Only the count is expected: the number of lines below that contain "Avenue".
** Opening Material for this task block **
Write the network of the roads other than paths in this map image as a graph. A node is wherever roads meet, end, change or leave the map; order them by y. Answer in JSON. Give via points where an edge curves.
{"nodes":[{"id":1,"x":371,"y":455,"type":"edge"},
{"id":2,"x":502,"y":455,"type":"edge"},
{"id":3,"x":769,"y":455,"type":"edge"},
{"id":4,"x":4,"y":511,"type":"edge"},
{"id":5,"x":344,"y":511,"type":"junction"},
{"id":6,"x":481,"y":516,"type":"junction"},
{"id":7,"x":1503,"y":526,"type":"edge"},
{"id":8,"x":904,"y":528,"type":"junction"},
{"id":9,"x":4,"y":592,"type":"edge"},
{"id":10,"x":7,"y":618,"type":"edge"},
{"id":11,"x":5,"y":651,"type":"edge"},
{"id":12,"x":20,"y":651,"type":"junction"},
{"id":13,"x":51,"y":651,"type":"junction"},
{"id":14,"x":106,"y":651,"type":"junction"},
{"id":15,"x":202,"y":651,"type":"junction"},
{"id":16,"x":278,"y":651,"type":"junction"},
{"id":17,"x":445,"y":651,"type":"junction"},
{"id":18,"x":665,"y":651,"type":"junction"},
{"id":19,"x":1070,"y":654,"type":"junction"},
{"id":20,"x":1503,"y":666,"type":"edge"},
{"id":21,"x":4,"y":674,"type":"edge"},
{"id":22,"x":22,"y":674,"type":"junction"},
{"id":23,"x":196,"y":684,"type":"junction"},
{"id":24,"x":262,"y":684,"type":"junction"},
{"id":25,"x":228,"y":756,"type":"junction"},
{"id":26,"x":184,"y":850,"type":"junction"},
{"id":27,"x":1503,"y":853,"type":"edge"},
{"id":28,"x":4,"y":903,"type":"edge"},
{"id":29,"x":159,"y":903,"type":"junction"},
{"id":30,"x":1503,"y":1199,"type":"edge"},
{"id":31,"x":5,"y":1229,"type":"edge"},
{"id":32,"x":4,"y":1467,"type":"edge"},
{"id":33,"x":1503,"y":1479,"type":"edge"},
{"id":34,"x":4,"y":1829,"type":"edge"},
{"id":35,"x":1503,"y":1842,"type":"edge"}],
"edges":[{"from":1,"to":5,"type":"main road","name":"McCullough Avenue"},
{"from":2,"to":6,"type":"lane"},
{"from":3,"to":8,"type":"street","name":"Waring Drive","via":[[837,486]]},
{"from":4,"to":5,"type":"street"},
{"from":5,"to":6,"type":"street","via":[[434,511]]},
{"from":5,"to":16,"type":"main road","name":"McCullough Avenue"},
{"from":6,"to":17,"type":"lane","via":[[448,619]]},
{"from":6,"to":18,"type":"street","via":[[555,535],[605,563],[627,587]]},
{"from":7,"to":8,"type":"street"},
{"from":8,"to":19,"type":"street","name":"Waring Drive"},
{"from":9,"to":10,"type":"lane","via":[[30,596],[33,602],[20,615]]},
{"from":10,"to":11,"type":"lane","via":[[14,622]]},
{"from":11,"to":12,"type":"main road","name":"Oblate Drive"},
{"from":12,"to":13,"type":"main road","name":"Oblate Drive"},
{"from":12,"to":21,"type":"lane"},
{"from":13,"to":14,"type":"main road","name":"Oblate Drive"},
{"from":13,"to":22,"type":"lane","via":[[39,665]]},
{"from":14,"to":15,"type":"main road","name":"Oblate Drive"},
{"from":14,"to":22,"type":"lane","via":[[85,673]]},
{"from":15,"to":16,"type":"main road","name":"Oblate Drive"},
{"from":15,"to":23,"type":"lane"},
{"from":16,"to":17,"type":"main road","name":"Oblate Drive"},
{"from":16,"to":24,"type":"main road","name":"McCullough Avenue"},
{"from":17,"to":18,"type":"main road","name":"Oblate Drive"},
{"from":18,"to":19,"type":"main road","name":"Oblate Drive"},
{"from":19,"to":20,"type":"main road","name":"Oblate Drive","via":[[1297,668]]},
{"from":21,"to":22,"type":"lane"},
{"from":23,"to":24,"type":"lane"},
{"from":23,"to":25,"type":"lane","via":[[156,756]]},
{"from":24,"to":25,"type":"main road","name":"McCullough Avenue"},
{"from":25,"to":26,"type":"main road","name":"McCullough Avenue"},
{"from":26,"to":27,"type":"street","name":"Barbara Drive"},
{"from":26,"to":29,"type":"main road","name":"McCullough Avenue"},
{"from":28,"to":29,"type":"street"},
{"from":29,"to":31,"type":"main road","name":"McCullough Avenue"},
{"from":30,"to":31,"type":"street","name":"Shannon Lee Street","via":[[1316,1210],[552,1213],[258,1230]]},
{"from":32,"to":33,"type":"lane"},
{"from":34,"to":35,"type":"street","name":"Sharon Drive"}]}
** Closing Material for this task block **
_Result_.
7